Ya para el tercer día, www.presidencia.gob.sv publicó otro comunicado, solo que esta vez dicha información no tenía nada que ver con el problema de seguridad y paro al transporte. Casa Presidencial informaba a la población que el presidente asistiría a un chequeo médico rutinario en Cuba. El cual ha desatado otra crisis de imagen sobre las crisis que se estaban desarrollando. No entraré en detalles sobre todo lo que la población ha manifestado acerca de que el presidente viajaría hacia otro país cuando se está produciendo una crisis de seguridad en la que el mismo Gobierno, comunicacionalmente hablando, no ha sido capaz de informar de forma perspicaz ni sus orígenes, ni acciones; pero sí quiero dejar en evidencia la crisis de imagen que generó una decisión como ésta.

Ahora bien, la oposición, es decir el partido ARENA, tampoco aprovechó comunicacionalmente los evidentes errores de estas crisis y ellos también se provocaron su propia crisis en el momento en el que su dirigente, Jorge Velado, en una entrevista política de televisión lamentara que el mandatario haya salido a Cuba, en medio de una crisis al transporte. Hasta ahí, la situación era de lo más normal en cuanto al manejo político, la crisis para ellos comenzó cuando el Señor Velado mostró a las cámaras, las reservaciones de AVIANCA, donde se revela que Sánchez Cerén viajó junto a su esposa del 29 de julio hasta el 9 de agosto a Cuba, adjudicando que dicha información estaba en Internet.

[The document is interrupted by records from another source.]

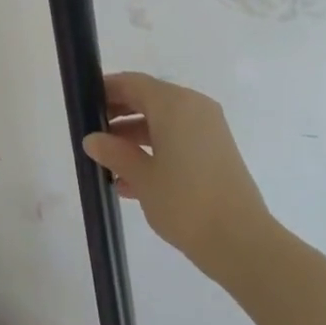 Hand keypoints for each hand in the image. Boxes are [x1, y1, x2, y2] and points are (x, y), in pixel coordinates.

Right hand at [82, 72, 272, 280]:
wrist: (241, 241)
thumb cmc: (185, 202)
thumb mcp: (142, 178)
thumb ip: (114, 153)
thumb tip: (92, 139)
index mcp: (174, 103)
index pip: (133, 83)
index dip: (107, 90)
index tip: (84, 104)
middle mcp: (193, 106)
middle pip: (149, 99)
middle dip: (120, 114)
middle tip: (93, 134)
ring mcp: (208, 128)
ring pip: (163, 121)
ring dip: (135, 136)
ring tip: (109, 163)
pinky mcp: (217, 149)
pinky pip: (179, 138)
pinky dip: (156, 149)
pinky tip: (132, 181) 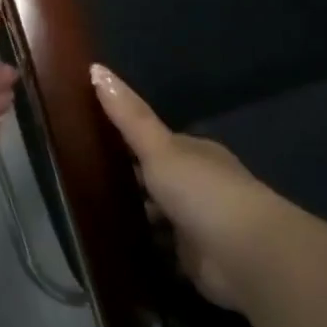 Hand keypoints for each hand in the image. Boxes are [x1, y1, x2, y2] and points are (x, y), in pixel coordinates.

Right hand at [91, 64, 284, 309]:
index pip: (157, 143)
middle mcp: (199, 186)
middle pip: (156, 180)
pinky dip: (143, 250)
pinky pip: (161, 251)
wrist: (245, 253)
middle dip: (127, 183)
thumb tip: (96, 67)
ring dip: (134, 218)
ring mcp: (197, 224)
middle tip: (80, 184)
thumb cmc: (202, 191)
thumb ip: (128, 116)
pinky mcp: (194, 259)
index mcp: (195, 154)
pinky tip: (114, 249)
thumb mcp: (159, 148)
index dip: (126, 141)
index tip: (89, 142)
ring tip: (88, 218)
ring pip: (158, 216) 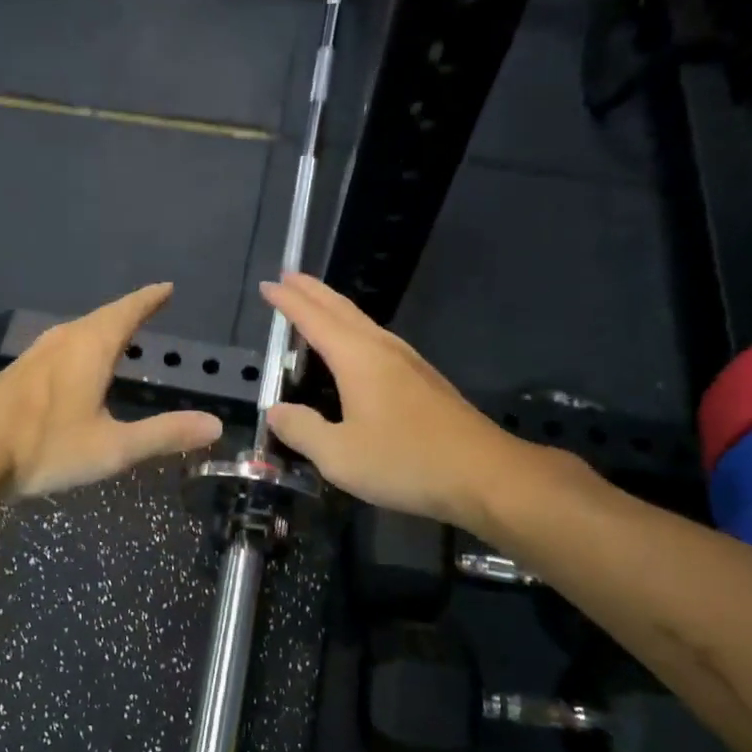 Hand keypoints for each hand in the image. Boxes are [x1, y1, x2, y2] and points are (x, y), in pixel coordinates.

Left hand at [0, 283, 223, 498]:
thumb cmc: (45, 447)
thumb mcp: (113, 448)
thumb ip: (164, 434)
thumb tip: (215, 424)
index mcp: (90, 347)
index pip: (128, 311)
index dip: (149, 299)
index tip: (167, 288)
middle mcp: (63, 340)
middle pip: (103, 317)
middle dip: (129, 312)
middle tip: (150, 310)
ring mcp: (37, 354)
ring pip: (79, 331)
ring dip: (104, 329)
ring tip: (121, 335)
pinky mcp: (19, 372)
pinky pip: (63, 346)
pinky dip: (83, 346)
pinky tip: (80, 366)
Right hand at [260, 273, 561, 528]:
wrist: (484, 474)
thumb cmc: (406, 461)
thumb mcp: (340, 456)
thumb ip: (302, 431)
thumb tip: (276, 411)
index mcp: (357, 358)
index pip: (313, 320)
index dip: (288, 302)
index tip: (267, 285)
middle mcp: (382, 349)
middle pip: (341, 309)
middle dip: (312, 292)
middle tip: (289, 277)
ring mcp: (408, 362)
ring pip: (363, 322)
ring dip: (334, 308)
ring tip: (315, 304)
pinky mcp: (424, 380)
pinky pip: (377, 340)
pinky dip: (353, 330)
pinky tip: (355, 347) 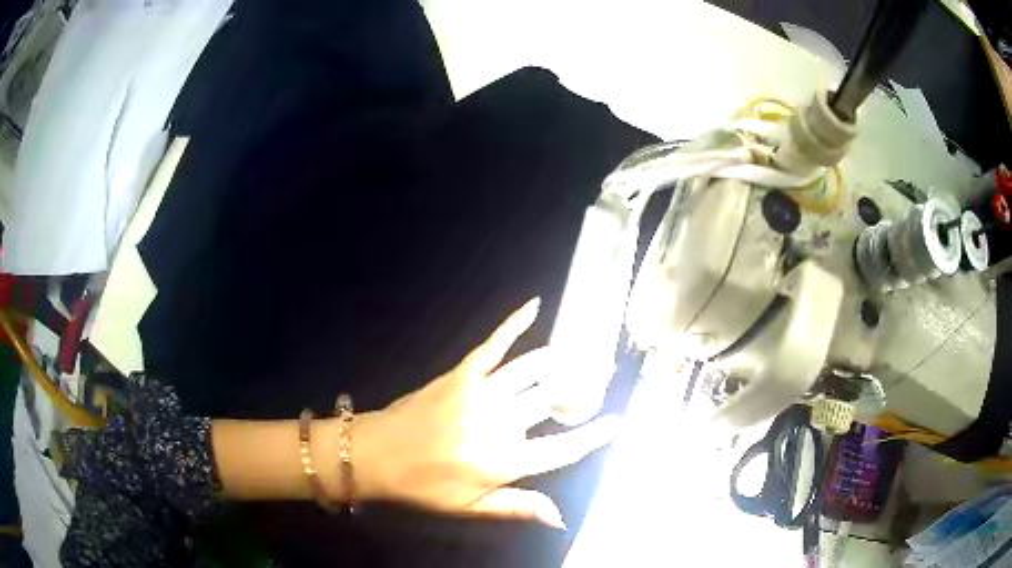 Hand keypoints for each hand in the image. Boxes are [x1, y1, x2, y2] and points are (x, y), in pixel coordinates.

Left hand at [351, 298, 618, 527]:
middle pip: (552, 402)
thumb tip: (561, 518)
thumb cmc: (423, 486)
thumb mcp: (470, 507)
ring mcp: (480, 392)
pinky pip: (495, 344)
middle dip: (583, 388)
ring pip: (532, 370)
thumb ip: (518, 508)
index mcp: (503, 461)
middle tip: (604, 374)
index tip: (617, 422)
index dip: (592, 436)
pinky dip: (515, 324)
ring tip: (584, 353)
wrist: (374, 454)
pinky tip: (534, 305)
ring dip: (561, 361)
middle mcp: (499, 423)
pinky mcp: (462, 373)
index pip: (561, 448) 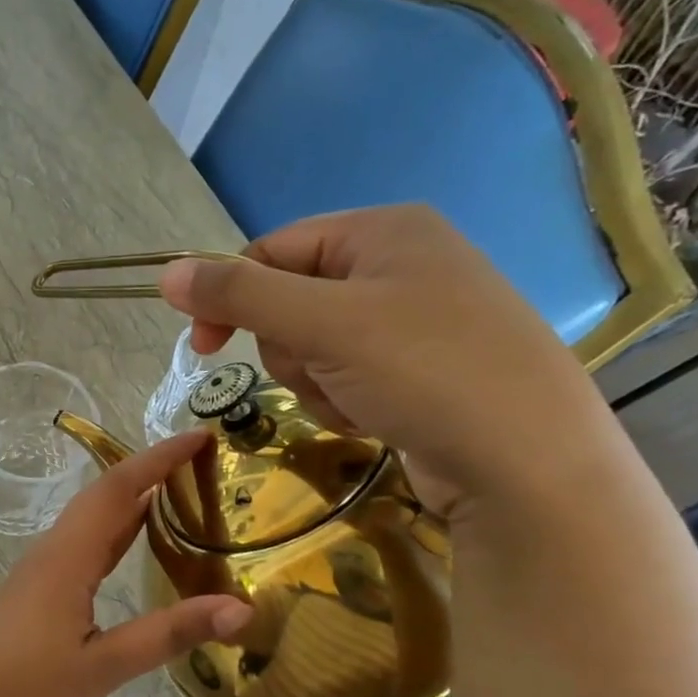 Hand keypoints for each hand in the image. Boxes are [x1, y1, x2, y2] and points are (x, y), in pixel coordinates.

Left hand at [0, 430, 251, 696]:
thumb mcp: (101, 668)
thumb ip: (168, 634)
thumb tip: (239, 608)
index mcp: (65, 558)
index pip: (117, 489)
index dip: (158, 459)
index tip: (201, 436)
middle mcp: (52, 554)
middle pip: (104, 497)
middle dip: (150, 471)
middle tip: (204, 462)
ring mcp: (41, 575)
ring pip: (92, 523)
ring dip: (134, 501)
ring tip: (183, 493)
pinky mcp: (38, 597)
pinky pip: (84, 549)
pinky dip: (118, 535)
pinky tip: (137, 548)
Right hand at [158, 204, 619, 515]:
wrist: (530, 466)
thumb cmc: (426, 372)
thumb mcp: (323, 324)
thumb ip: (240, 294)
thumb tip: (167, 273)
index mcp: (384, 229)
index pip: (273, 248)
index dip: (231, 295)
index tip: (201, 347)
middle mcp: (401, 263)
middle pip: (290, 299)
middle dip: (291, 347)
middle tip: (321, 371)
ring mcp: (414, 318)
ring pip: (313, 343)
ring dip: (314, 379)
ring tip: (355, 400)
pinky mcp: (420, 368)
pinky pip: (345, 372)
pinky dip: (343, 398)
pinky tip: (374, 417) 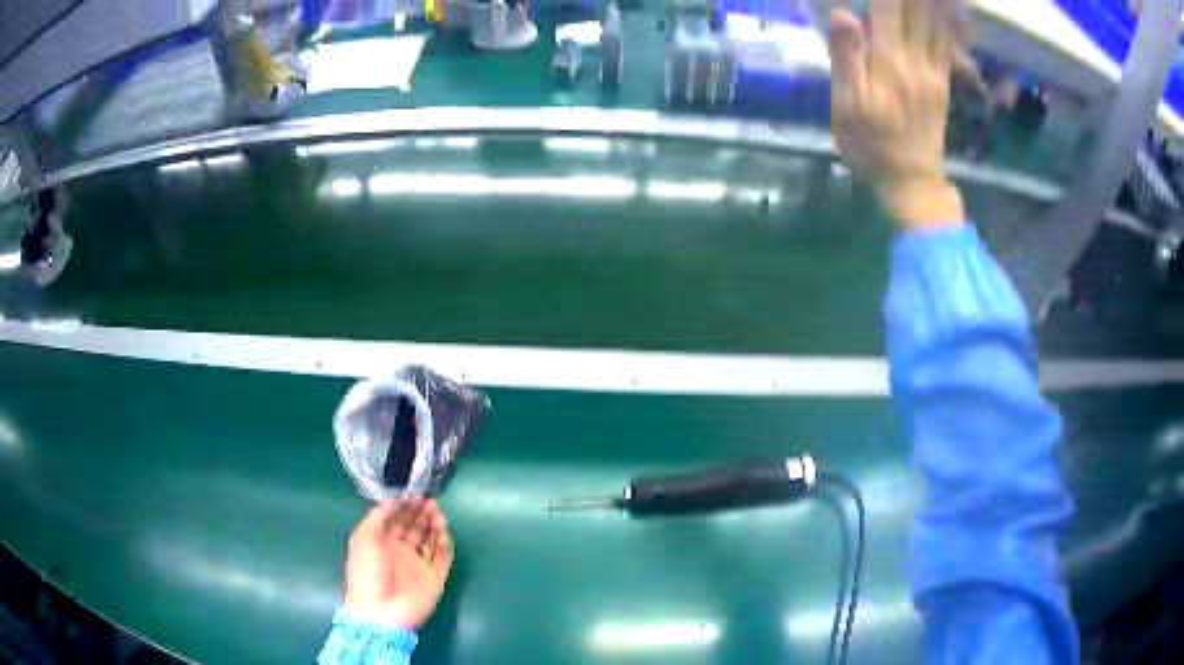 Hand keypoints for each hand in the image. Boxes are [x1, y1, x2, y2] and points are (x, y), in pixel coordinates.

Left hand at [343, 498, 454, 629]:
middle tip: (429, 501)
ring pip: (431, 540)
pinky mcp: (436, 577)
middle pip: (415, 527)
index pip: (396, 520)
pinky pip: (443, 556)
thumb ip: (378, 516)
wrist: (382, 610)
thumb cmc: (367, 571)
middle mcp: (401, 552)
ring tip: (437, 512)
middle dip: (421, 513)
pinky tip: (443, 530)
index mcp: (382, 543)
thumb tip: (393, 500)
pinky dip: (445, 542)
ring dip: (434, 524)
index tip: (414, 494)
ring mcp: (419, 565)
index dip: (405, 506)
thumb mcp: (363, 538)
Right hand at [829, 0, 964, 228]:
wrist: (911, 181)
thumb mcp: (846, 107)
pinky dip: (959, 20)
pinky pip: (953, 43)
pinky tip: (964, 6)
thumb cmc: (870, 145)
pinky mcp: (944, 80)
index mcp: (886, 60)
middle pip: (917, 7)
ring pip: (939, 20)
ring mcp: (934, 69)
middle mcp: (914, 57)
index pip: (888, 5)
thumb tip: (845, 14)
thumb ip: (846, 59) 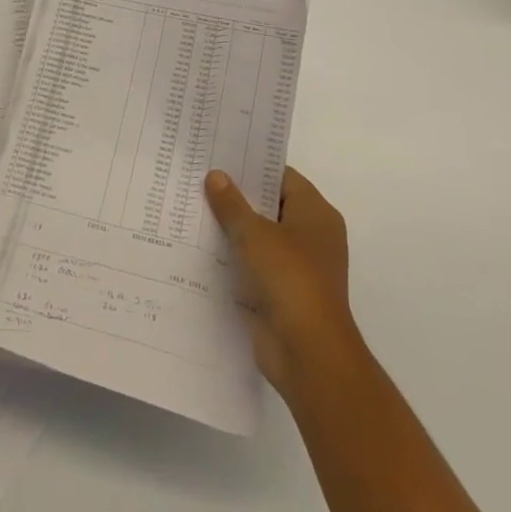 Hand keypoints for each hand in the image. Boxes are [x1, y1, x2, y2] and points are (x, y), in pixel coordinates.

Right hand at [205, 167, 358, 392]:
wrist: (308, 352)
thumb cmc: (289, 278)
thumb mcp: (253, 233)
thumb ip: (232, 203)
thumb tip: (215, 175)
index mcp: (316, 213)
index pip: (282, 177)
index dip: (252, 167)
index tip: (219, 158)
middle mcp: (313, 236)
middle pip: (271, 206)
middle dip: (238, 198)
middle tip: (200, 182)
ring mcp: (300, 268)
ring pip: (262, 238)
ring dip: (234, 230)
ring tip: (194, 212)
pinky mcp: (285, 295)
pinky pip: (256, 267)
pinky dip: (236, 260)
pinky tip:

Inmediatamente, en redes sociales se creó un hashtag #LoEncontréEnInternet haciendo alusión al origen del itinerario de vuelo del presidente y a lo que Velado respondió en su cuenta de Twitter “Detalle de su reservación ha circulado en Internet, si alguien la subió es porque tenía la clave”. Lo que provocó que en un cuarto día de crisis, el mandatario reaccionara, con otro comunicado, y en su cuenta en Twitter pidiéndoles al Fiscal General de la República que investigue el caso.

ARENA en lugar de ver el fondo y analizar los errores de comunicación que ha cometido el Gobierno en sus comunicados –lo cual les serviría para sus fines políticos- , se genera sus propias crisis de comunicación e imagen. Lo dicho antes: “crisis sobre crisis”.

En resumen, los comunicados de prensa en este sentido no sirvieron más que para informar y dejar entre ver vacíos en el manejo de la comunicación de crisis del Gobierno, no funcionaron para colocar mensajes clave y no nos dieron la sensación de control de la situación.

Al final, los salvadoreños nos quedamos con las crisis de imagen de los políticos, con la desinformación generada por los mismos protagonistas; con muchas dudas y conviviendo de nuevo con el tema de inseguridad y violencia.